Los mercados financieros experimentaron un cierre de semana más optimista, aunque aún bajo un contexto de incertidumbre. La reciente reunión de la Reserva Federal (Fed) tuvo un impacto notable, ya que el banco central estadounidense optó por mantener los tipos de interés en un rango de 3,5%-3,75%, alineándose con las expectativas del mercado.
En su comunicado, la Fed destacó la moderación de la inflación, pero advirtió que no existen pruebas suficientes para un cambio inmediato hacia una política monetaria más flexible. El presidente de la Fed, Jerome Powell, evitó ofrecer señales sobre un calendario para posibles recortes de tipos, enfatizando que se requiere más confianza en el control de la inflación antes de tomar decisiones.

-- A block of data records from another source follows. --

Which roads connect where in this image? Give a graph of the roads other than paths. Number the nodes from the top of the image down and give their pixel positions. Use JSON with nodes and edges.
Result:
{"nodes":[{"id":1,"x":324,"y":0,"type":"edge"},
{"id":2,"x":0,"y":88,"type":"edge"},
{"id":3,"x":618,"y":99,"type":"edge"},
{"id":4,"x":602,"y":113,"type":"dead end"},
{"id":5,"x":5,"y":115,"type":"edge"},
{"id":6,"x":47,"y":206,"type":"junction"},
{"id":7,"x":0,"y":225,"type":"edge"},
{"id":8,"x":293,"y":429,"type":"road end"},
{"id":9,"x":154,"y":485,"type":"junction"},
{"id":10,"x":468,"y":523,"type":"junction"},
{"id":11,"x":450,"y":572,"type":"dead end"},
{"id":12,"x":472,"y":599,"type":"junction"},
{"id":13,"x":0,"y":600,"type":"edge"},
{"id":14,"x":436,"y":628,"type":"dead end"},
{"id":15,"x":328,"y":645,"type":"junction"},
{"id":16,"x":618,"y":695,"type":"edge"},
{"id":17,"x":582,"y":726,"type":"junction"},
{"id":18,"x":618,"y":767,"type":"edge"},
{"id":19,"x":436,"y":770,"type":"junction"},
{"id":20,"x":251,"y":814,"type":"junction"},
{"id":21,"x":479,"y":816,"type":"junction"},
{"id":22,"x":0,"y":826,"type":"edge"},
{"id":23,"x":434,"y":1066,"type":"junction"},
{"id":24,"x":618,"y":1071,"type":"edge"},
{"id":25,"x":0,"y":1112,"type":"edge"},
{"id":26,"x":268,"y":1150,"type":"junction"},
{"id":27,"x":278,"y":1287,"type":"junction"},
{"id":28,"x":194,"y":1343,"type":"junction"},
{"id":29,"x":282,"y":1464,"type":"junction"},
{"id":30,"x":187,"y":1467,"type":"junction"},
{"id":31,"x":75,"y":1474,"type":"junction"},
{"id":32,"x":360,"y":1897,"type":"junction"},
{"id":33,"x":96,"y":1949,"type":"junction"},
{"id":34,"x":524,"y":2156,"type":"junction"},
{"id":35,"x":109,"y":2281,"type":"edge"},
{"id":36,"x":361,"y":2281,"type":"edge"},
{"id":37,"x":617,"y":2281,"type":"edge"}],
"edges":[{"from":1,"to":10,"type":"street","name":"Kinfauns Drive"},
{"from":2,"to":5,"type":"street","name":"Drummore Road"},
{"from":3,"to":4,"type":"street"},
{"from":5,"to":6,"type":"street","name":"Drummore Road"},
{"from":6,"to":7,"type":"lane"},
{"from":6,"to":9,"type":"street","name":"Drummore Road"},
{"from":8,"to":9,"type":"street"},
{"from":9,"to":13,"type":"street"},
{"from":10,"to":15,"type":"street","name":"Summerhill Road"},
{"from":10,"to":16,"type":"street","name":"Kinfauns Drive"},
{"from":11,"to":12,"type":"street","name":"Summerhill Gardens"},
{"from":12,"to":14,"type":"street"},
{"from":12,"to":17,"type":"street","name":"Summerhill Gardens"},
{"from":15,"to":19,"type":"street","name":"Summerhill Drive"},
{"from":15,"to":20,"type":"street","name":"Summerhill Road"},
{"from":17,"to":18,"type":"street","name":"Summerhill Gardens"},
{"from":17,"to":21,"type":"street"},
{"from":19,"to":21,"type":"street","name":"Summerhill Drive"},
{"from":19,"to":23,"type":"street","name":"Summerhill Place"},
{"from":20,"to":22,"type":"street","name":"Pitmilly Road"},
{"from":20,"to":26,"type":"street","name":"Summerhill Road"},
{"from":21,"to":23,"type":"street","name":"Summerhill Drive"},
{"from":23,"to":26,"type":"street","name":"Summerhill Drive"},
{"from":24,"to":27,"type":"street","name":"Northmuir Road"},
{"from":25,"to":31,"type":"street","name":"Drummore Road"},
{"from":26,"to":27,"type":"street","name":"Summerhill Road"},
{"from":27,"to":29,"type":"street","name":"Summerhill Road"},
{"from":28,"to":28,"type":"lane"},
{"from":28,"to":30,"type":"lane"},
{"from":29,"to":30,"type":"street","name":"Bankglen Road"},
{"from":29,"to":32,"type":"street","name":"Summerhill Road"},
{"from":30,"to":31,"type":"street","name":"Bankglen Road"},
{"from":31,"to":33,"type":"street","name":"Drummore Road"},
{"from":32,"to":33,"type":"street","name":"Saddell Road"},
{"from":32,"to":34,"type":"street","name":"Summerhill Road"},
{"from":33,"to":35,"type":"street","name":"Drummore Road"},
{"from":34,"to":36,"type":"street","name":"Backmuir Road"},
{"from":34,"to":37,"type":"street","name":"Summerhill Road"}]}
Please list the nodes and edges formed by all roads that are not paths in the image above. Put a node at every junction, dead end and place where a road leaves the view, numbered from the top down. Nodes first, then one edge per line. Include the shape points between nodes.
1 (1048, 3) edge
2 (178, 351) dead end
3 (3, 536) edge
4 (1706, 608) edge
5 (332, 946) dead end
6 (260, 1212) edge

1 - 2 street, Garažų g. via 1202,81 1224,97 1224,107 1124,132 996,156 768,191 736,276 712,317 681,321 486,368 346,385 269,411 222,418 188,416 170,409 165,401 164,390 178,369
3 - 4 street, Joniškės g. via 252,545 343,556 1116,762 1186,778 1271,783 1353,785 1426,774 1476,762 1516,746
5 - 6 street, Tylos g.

El mensaje de la Fed sugiere que los tipos elevados podrían persistir durante un periodo prolongado, aunque no descartan recortes futuros dependiendo de la evolución de los datos económicos. En este sentido, los inversores centran su atención en las próximas cifras de inflación y empleo, que serán cruciales para evaluar la trayectoria del banco central.
Además, las tensiones geopolíticas relacionadas con Irán han reavivado la incertidumbre en los mercados, añadiendo una capa de precaución a la situación actual.